En la actualidad, el empleo a tiempo parcial sigue siendo un empleo fundamentalmente femenino. En la Unión Europea, en el año 2002, el 6`3 por 100 de los hombres trabajaba a tiempo parcial mientras que el porcentaje de las mujeres ascendía al 33,7 por 100 (en Holanda llegaba al 72,8 por 100), donde aproximadamente el 80 por 100 del empleo a tiempo parcial europeo es empleo femenino -de todas maneras la consideración de un trabajo como parcial varía mucho de unos países a otros-. Otro dato que puede servirnos para evidenciar la importancia del empleo parcial para las mujeres es observar las tasas de empleo a tiempo parcial de hombres y mujeres. En España, los datos confirman que el empleo a tiempo parcial tiene una importancia mucho menor que en la mayoría de los países europeos, pero también aquí el trabajo a tiempo parcial tiene más incidencia en las mujeres. Así, son contratos a tiempo parcial el 2,5 por 100 de los contratos masculinos y el 16,6 por 100 de los femeninos. A la vista de estos datos no puede extrañarnos que el 80 por 100 de los trabajadores a tiempo parcial sean precisamente mujeres. Una de las cuestiones más importantes relativas al trabajo a tiempo parcial consiste en determinar si es voluntario o si se acepta por la imposibilidad de encontrar un trabajo a tiempo completo. Con todo, aunque el trabajo a tiempo parcial sea voluntario y represente una preferencia expresa de la mujer, hay que plantearse la pregunta de si es realmente ventajoso para ellas o si por el contrario refuerza su situación desventajosa en el mercado de trabajo, perpetuando su posición económica subordinada en el hogar.
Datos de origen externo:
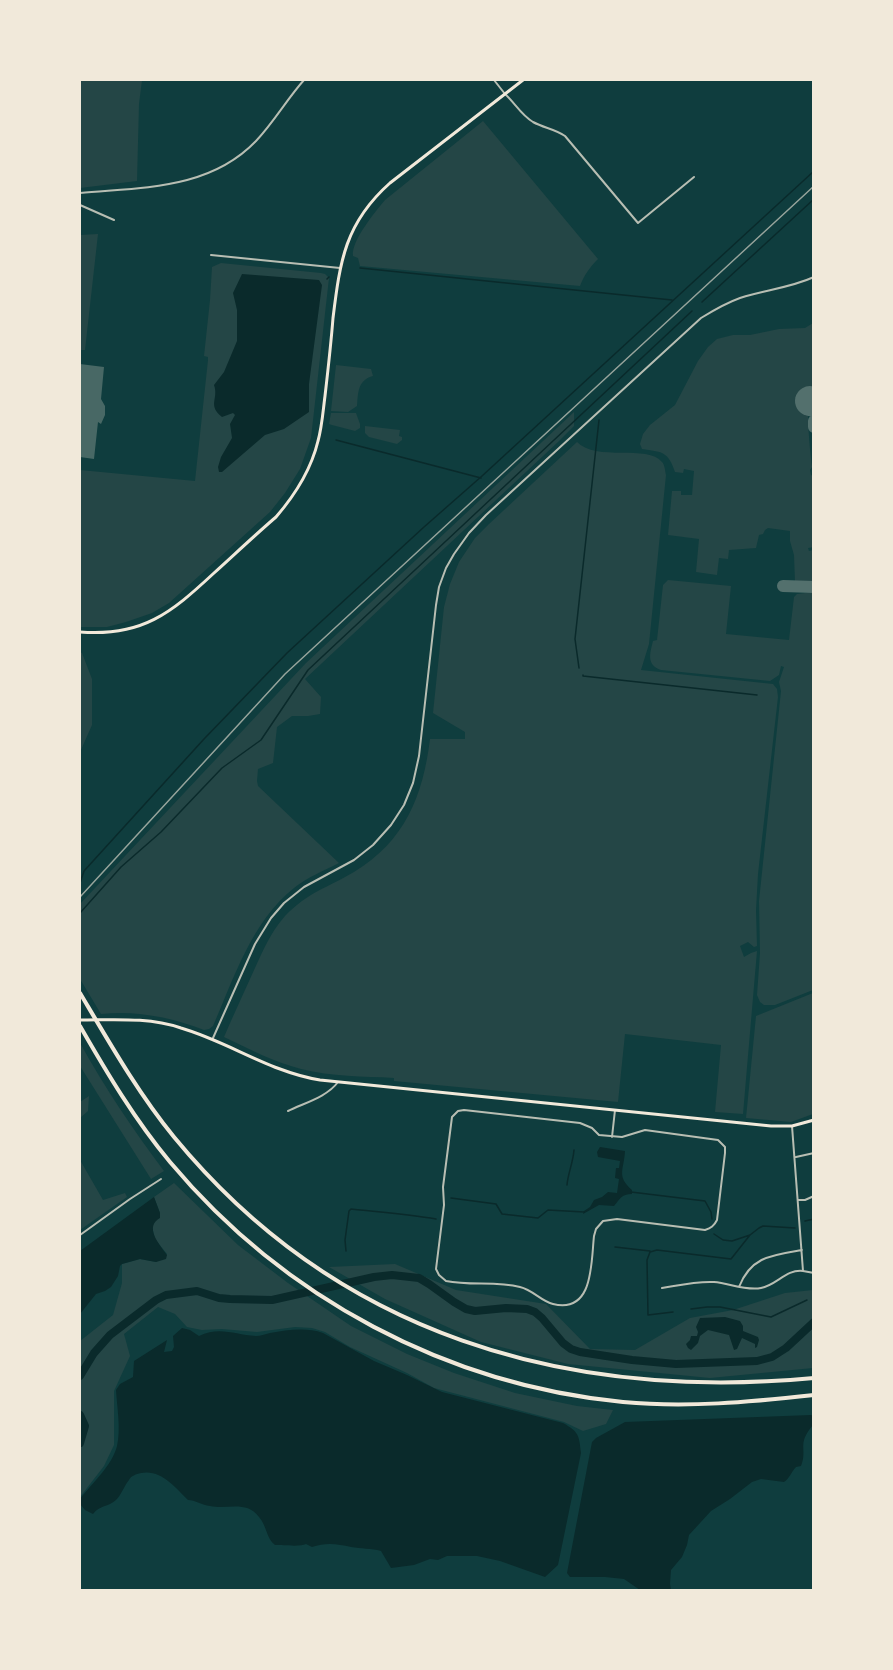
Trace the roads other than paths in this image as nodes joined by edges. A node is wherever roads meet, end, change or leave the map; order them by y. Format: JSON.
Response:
{"nodes":[{"id":1,"x":304,"y":80,"type":"edge"},
{"id":2,"x":494,"y":80,"type":"edge"},
{"id":3,"x":523,"y":80,"type":"edge"},
{"id":4,"x":505,"y":94,"type":"junction"},
{"id":5,"x":694,"y":177,"type":"dead end"},
{"id":6,"x":80,"y":192,"type":"edge"},
{"id":7,"x":80,"y":205,"type":"edge"},
{"id":8,"x":114,"y":220,"type":"dead end"},
{"id":9,"x":211,"y":255,"type":"dead end"},
{"id":10,"x":340,"y":268,"type":"junction"},
{"id":11,"x":813,"y":277,"type":"edge"},
{"id":12,"x":80,"y":632,"type":"edge"},
{"id":13,"x":80,"y":993,"type":"edge"},
{"id":14,"x":80,"y":1020,"type":"edge"},
{"id":15,"x":80,"y":1026,"type":"edge"},
{"id":16,"x":212,"y":1040,"type":"junction"},
{"id":17,"x":338,"y":1082,"type":"junction"},
{"id":18,"x":615,"y":1110,"type":"junction"},
{"id":19,"x":288,"y":1111,"type":"dead end"},
{"id":20,"x":813,"y":1120,"type":"edge"},
{"id":21,"x":792,"y":1126,"type":"junction"},
{"id":22,"x":612,"y":1137,"type":"junction"},
{"id":23,"x":813,"y":1153,"type":"edge"},
{"id":24,"x":795,"y":1157,"type":"junction"},
{"id":25,"x":161,"y":1179,"type":"dead end"},
{"id":26,"x":813,"y":1196,"type":"edge"},
{"id":27,"x":798,"y":1200,"type":"junction"},
{"id":28,"x":80,"y":1235,"type":"edge"},
{"id":29,"x":802,"y":1250,"type":"junction"},
{"id":30,"x":803,"y":1271,"type":"junction"},
{"id":31,"x":813,"y":1273,"type":"edge"},
{"id":32,"x":739,"y":1287,"type":"junction"},
{"id":33,"x":662,"y":1288,"type":"dead end"},
{"id":34,"x":813,"y":1378,"type":"edge"},
{"id":35,"x":813,"y":1395,"type":"edge"}],
"edges":[{"from":1,"to":6,"type":"street"},
{"from":2,"to":4,"type":"street"},
{"from":3,"to":4,"type":"main road"},
{"from":4,"to":5,"type":"street"},
{"from":4,"to":10,"type":"main road"},
{"from":7,"to":8,"type":"street"},
{"from":9,"to":10,"type":"street"},
{"from":10,"to":12,"type":"main road"},
{"from":11,"to":16,"type":"street"},
{"from":13,"to":34,"type":"highway"},
{"from":14,"to":16,"type":"main road"},
{"from":15,"to":35,"type":"highway"},
{"from":16,"to":17,"type":"main road"},
{"from":17,"to":18,"type":"main road"},
{"from":17,"to":19,"type":"street"},
{"from":18,"to":21,"type":"main road"},
{"from":18,"to":22,"type":"street"},
{"from":20,"to":21,"type":"main road"},
{"from":21,"to":24,"type":"street"},
{"from":22,"to":22,"type":"street"},
{"from":23,"to":24,"type":"street"},
{"from":24,"to":27,"type":"street"},
{"from":25,"to":28,"type":"street"},
{"from":26,"to":27,"type":"street"},
{"from":27,"to":29,"type":"street"},
{"from":29,"to":30,"type":"street"},
{"from":29,"to":32,"type":"street"},
{"from":30,"to":31,"type":"street"},
{"from":30,"to":32,"type":"street"},
{"from":32,"to":33,"type":"street"}]}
En algunos países, especialmente los del Sur de Europa, se ha extendido mucho la modalidad del empleo temporal. El trabajo temporal siempre ha existido pero se convierte en problema si no se da en la proporción adecuada. En España, en el año 2002, el 30`7 por 100 de los asalariados tenían contratos temporales y los datos señalan que la temporalidad afecta al 33`7 por 100 de las mujeres y al 28`7 por 100 de los hombres. En general, la mano de obra femenina en contratos temporales tiende a ser más joven que la masculina. La incidencia del empleo temporal está en relación también con la etapa de la vida y en concreto con la incorporación al mercado de trabajo. Así, en todos los países, se produce una alta incidencia de contratos temporales entre los jóvenes, ya sea porque el empleo temporal sirve de puente hacia el empleo fijo o porque, dados los altos niveles de desempleo de los jóvenes, no hay más remedio que aceptar los contratos temporales aunque tengan pocas posibilidades de desembocar en contratos fijos. Por desgracia, el trabajo temporal no se puede considerar como una simple etapa por la que todo el mundo tiene que pasar y muchas personas continuarán probablemente alternando el empleo temporal y el desempleo sin encontrar el camino hacia un trabajo más estable y seguro.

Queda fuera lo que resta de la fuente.